# Logitech mouse M305... Weight?



## kishorfarm

I'd be really grateful if someone owning a Logitecg M305 wireless mouse could weigh it *without batteries *and tell me the resulting weight. The weight is very important to me as I cant stand heavy mice  Greetings from the south of Spain and thanks in advance...


----------



## voyagerfan99

It's a notebook mouse, so it weighs almost nothing. I don't have an exact weight for you though.

Just weighed a sealed one in the packaging and it came out to 0.4lbs, but that includes manual, batteries, etc.


----------



## kishorfarm

Thanks for your answer  In fact I need it to weigh less than 0.11 lbs (50 grams) without batteries, I've tested many mice and that is my wrist limit 

Someone else with a M305 and a kitchen scale? LOL


----------



## Dngrsone

Why are you carrying it without batteries?


----------



## kishorfarm

Dngrsone said:


> Why are you carrying it without batteries?



 Well, is not that I use it without batteries, I'm not that crazy still  but batteries can vary in weight, so if I know the raw weight I can calculate the total weight adding the weight of my batteries (the bateries I use weigh only 7 grams / 0.015 lbs)

In fact I replace the standard mouse AA battery (18-24 grams / 0.039-0.053 lbs) with an AAA battery (7-11 grams / 0.015-0.024 lbs) and some padding to fit it inside.

Greetings


----------



## Dngrsone

Perhaps you should look into alternative pointing devices such as a wacom tablet or trackball?


----------



## kishorfarm

Dngrsone said:


> Perhaps you should look into alternative pointing devices such as a wacom tablet or trackball?



Thanks for the advice, but I'm only interested in the weight of the Logitech M305 mouse.
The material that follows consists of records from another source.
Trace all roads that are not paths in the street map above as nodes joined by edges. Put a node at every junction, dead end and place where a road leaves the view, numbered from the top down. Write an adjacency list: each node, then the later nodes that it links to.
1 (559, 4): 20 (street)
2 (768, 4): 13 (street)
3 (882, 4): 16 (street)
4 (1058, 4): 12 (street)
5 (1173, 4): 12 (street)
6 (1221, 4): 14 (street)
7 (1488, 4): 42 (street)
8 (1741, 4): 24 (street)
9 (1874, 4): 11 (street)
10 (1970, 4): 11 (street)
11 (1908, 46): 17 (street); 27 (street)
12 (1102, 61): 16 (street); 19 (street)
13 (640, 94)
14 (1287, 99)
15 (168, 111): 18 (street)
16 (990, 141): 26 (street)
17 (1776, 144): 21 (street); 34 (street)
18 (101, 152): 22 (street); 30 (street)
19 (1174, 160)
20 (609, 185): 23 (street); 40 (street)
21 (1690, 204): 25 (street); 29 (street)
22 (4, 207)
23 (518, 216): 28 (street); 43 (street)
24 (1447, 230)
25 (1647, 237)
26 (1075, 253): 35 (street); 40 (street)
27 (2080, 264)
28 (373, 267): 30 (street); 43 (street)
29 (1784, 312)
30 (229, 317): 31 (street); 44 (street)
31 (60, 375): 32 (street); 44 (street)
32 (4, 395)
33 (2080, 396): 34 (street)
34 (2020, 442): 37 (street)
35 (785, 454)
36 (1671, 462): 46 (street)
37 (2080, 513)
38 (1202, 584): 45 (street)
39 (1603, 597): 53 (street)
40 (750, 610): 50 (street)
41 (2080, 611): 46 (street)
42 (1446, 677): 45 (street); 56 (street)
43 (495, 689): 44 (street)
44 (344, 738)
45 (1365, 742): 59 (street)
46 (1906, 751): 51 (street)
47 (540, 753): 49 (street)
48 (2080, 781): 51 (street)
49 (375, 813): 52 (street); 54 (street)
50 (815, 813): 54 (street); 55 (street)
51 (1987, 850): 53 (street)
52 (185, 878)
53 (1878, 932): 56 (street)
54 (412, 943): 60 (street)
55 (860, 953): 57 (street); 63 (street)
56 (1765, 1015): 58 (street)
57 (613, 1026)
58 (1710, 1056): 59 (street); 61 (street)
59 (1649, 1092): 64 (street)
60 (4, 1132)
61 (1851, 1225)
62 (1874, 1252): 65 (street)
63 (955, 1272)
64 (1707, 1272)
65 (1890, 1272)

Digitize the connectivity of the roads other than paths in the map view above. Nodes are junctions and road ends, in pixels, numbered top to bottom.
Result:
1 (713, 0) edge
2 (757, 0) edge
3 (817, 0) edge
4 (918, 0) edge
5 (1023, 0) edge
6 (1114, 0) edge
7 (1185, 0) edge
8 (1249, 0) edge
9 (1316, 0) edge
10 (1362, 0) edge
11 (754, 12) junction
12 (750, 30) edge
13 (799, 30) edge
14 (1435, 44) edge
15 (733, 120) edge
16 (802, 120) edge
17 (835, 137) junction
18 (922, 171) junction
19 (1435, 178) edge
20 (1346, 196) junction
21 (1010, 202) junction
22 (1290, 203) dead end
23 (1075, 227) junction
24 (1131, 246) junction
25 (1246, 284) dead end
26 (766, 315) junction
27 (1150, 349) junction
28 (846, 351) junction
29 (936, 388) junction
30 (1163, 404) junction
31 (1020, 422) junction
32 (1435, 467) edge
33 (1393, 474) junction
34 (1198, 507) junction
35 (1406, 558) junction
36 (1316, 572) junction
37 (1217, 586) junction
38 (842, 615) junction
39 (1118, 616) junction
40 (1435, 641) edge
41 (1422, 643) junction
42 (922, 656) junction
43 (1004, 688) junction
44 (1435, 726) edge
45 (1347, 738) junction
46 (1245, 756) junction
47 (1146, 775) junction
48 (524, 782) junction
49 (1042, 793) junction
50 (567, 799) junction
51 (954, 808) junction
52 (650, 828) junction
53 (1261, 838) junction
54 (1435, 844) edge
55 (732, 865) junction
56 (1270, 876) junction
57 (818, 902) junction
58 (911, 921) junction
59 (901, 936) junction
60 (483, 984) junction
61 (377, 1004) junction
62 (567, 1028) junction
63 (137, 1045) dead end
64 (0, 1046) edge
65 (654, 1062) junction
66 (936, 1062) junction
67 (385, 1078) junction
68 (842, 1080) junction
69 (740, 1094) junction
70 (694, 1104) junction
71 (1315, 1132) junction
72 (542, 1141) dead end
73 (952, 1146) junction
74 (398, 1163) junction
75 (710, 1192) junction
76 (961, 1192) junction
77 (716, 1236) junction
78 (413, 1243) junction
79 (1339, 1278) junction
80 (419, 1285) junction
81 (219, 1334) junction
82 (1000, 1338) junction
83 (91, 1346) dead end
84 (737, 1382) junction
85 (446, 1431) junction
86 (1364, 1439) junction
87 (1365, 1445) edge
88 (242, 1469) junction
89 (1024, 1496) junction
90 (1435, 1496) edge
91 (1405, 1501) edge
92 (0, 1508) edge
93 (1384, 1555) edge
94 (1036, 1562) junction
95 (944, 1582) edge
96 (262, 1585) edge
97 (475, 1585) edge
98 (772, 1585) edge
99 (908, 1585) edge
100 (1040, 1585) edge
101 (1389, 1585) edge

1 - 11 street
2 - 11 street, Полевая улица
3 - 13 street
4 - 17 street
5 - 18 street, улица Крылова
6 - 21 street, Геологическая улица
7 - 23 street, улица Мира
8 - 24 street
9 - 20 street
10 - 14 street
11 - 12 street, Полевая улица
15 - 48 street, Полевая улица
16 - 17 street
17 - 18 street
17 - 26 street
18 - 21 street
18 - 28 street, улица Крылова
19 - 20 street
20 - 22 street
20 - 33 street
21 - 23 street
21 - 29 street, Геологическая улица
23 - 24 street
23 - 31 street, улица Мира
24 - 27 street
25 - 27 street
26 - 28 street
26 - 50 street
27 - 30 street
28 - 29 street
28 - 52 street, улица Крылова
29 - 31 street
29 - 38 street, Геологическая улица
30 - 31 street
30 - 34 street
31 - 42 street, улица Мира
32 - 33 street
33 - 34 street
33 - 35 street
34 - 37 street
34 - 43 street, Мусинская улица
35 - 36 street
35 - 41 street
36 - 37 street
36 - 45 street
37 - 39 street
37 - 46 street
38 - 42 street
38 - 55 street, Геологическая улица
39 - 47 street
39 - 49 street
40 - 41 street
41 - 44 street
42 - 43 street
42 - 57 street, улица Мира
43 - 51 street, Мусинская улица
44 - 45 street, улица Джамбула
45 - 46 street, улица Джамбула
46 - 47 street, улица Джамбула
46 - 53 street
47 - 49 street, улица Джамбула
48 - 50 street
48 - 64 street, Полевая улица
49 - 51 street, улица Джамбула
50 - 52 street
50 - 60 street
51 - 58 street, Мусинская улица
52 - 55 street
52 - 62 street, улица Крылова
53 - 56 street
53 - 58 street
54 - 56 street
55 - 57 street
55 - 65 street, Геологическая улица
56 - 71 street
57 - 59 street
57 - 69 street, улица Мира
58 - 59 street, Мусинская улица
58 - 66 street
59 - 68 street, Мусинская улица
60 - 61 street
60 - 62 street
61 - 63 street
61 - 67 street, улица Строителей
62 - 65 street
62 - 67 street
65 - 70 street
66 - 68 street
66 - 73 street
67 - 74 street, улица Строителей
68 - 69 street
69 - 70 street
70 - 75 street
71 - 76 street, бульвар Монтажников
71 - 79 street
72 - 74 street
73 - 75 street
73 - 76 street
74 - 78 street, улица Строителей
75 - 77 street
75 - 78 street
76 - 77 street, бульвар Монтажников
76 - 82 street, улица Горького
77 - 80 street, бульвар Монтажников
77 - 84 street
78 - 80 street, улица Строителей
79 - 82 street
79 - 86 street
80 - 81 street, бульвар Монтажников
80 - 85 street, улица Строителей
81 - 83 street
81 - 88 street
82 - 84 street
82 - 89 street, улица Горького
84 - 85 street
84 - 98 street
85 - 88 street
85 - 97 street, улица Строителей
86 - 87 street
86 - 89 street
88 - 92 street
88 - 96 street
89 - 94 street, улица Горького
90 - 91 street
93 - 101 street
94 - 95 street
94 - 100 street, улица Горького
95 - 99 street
Someone can help?


----------



## tremmor

6.7 ounces
I have one for the netbook.
Yes, i checked on the net. 
It's very small to match the netbook.


----------



## kishorfarm

Thank you  Is that without batteries? Anyway is too heavy for me  I'll stay with my Microsoft Wireless 1000 mouse... Greetings


----------



## kishorfarm

tremmor said:


> 6.7 ounces



That is the weight of the package, not the mouse 

LOL


----------



## tremmor

Your right. had my wife weigh it. 1 ounce. 
Oh well....without battery. why it matters i don't know.
One double AA.


----------



## kishorfarm

tremmor said:


> Your right. had my wife weigh it. 1 ounce.
> Oh well....without battery. why it matters i don't know.
> One double AA.



Perfect! Thank u very much (and to your wife) for the concern  That is very lightweight... So I will buy one today...  Greetings, and if you or voyagerfan99 come to Málaga (south of Spain) one day, write me a message, I owe u one beer, Thanks.


----------



## kishorfarm

Finally I was able to weigh the mouse properly. It weighs 2.4 ounces (68 grams) without the battery. It is a little heavier than my Microsoft Wireless 1000 mouse, it weighs only 1.76 ounces (50 grams).


----------



## John Peterson

thank you for this information my friend. i'm just as concerned about weight as you, i own a kitchen scale only to weigh electronic peripherals.

*update:* My Microsoft Wireless 1000 weighs 48 g without batteries, and an AA battery typically weigh 22 g.


----------